PROBLEM TO SOLVE | Say how many lines in the following entries include "nodes", and add nothing else.

RAW DATA |
********************

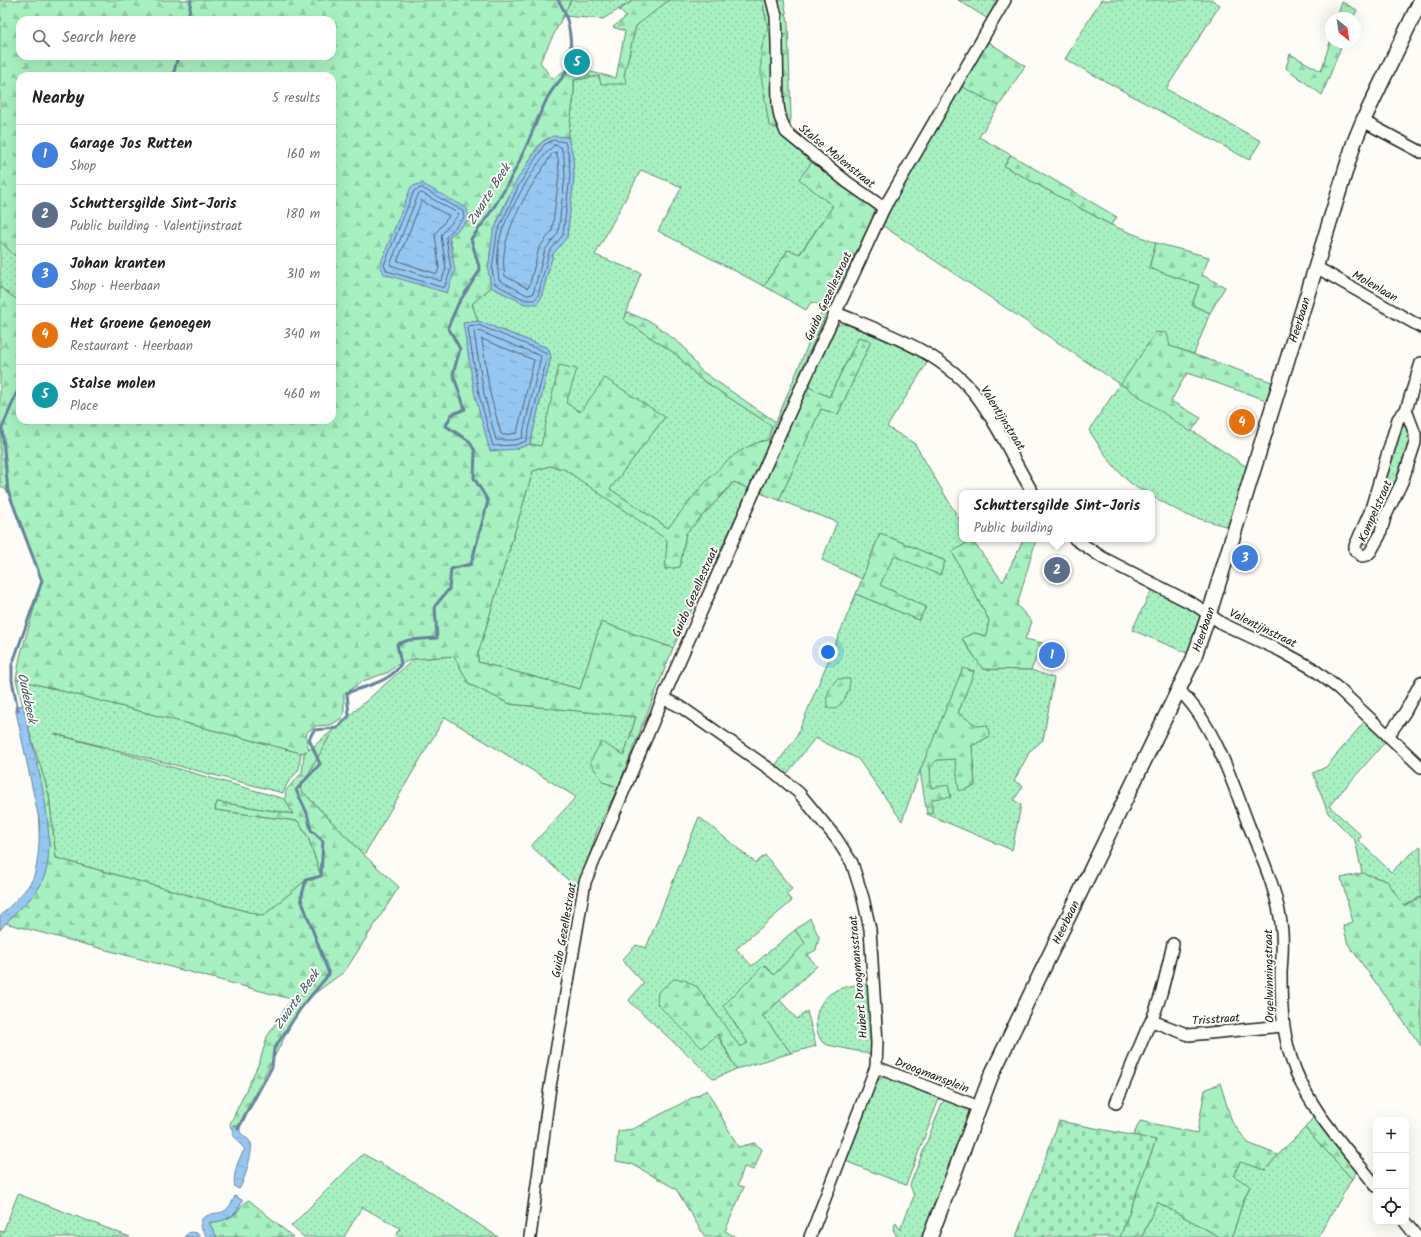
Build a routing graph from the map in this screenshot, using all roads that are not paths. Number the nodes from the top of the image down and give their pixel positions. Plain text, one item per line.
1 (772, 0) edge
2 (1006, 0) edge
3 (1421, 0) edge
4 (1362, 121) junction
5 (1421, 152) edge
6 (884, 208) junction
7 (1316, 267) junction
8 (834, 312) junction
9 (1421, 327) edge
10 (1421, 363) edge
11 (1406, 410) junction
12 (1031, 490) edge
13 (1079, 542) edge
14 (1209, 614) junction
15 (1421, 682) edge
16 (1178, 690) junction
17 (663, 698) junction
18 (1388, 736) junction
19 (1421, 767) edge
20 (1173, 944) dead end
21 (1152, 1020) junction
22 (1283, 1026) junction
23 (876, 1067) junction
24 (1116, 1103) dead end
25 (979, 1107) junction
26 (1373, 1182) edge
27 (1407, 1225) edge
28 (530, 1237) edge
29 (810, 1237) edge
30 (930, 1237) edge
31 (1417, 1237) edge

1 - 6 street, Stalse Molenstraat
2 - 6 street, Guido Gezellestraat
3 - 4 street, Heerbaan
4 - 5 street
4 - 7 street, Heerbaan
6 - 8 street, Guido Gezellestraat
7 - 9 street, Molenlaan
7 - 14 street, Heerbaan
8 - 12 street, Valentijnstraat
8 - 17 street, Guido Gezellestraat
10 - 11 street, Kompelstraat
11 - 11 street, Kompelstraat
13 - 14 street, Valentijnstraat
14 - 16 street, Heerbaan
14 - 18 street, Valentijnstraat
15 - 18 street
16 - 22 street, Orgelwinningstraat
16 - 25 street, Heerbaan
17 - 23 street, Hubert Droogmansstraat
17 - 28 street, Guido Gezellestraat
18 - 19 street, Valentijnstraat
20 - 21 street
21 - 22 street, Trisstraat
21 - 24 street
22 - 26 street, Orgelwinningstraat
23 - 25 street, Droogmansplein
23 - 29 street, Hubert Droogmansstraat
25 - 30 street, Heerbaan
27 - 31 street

********************

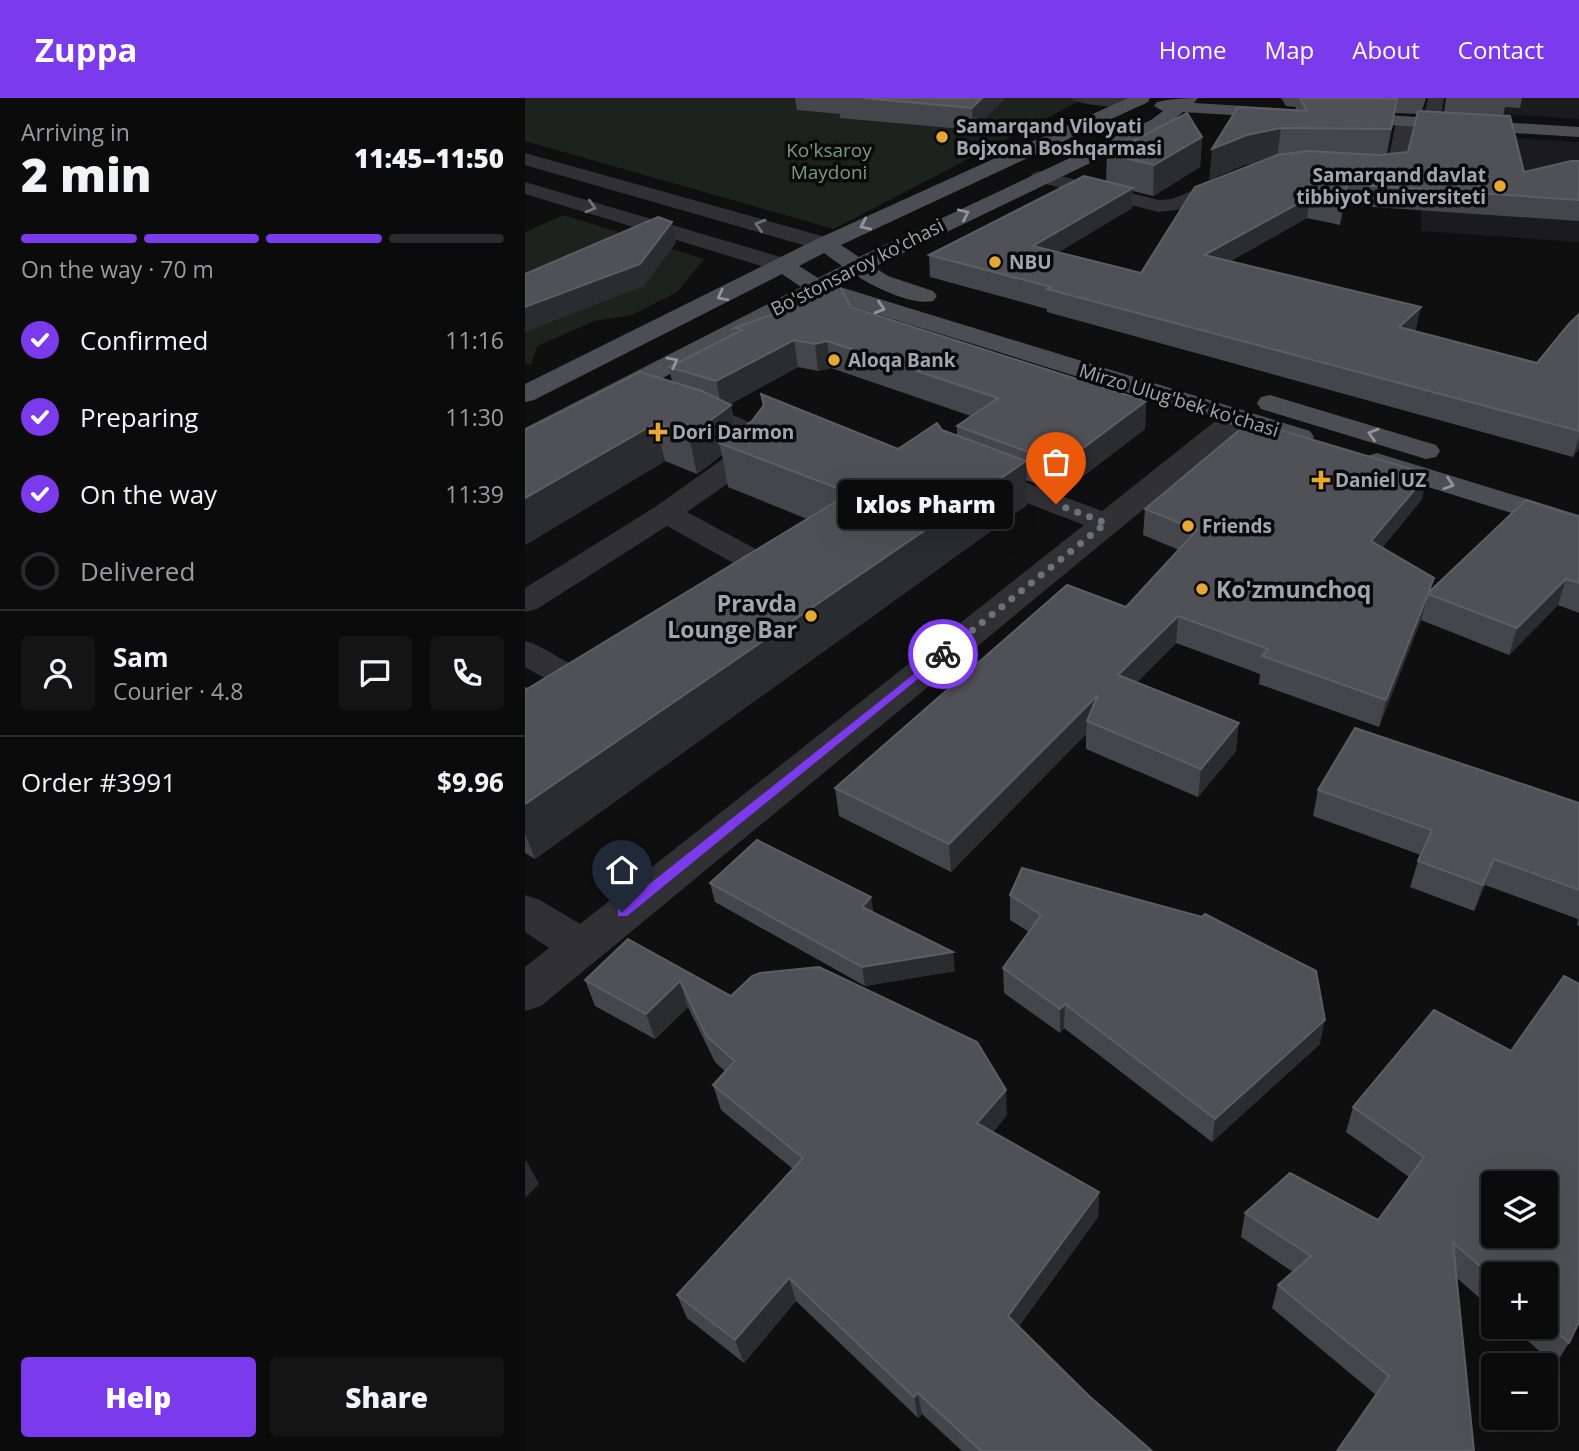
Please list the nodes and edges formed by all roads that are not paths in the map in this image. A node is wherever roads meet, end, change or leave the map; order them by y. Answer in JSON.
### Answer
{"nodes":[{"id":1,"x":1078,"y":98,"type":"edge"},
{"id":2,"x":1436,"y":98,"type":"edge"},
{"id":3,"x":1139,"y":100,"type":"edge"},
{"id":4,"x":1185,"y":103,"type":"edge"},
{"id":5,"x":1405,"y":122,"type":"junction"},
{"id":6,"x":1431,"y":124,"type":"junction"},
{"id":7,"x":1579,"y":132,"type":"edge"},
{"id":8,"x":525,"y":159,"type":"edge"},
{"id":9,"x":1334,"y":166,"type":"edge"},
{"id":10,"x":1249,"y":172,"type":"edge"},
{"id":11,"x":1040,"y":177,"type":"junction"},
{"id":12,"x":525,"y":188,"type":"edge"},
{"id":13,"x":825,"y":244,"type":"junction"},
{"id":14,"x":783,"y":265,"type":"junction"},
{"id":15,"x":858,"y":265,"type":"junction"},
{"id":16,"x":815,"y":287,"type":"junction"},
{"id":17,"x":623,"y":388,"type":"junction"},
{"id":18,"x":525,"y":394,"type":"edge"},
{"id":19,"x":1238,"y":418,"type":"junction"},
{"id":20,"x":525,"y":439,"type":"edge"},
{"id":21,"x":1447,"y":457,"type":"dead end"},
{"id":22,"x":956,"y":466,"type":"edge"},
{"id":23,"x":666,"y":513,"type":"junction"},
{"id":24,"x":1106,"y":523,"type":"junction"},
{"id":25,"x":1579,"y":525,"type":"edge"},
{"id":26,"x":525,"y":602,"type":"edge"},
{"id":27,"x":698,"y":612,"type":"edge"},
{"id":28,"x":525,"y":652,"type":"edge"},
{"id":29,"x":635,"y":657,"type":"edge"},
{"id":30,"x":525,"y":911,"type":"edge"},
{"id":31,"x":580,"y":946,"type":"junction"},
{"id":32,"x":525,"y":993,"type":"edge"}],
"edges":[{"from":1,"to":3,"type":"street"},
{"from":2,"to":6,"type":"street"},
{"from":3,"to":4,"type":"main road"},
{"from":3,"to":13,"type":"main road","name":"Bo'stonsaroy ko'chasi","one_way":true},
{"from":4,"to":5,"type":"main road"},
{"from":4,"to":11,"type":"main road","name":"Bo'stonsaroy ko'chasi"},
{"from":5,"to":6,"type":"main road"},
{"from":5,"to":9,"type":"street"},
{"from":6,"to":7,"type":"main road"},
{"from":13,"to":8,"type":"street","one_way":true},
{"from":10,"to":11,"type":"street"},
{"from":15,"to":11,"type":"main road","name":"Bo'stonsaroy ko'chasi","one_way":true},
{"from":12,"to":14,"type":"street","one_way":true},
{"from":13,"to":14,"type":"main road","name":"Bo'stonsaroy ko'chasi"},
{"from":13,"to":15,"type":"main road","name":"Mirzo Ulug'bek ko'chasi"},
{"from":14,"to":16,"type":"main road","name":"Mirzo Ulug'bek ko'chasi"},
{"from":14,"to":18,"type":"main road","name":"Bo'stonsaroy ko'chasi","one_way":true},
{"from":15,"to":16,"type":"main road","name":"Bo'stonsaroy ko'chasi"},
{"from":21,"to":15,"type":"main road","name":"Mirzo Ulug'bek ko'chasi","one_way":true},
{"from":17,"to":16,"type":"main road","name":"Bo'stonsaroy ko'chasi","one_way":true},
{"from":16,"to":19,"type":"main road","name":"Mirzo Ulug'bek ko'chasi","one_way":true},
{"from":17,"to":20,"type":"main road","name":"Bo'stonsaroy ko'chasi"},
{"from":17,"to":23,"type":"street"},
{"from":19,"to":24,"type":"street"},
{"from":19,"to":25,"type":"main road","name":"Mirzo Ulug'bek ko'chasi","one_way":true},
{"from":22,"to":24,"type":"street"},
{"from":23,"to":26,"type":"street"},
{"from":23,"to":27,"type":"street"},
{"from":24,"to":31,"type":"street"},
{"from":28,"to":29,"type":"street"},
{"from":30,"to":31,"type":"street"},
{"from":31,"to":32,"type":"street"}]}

********************

RESULT OF THIS EXERCISE | 3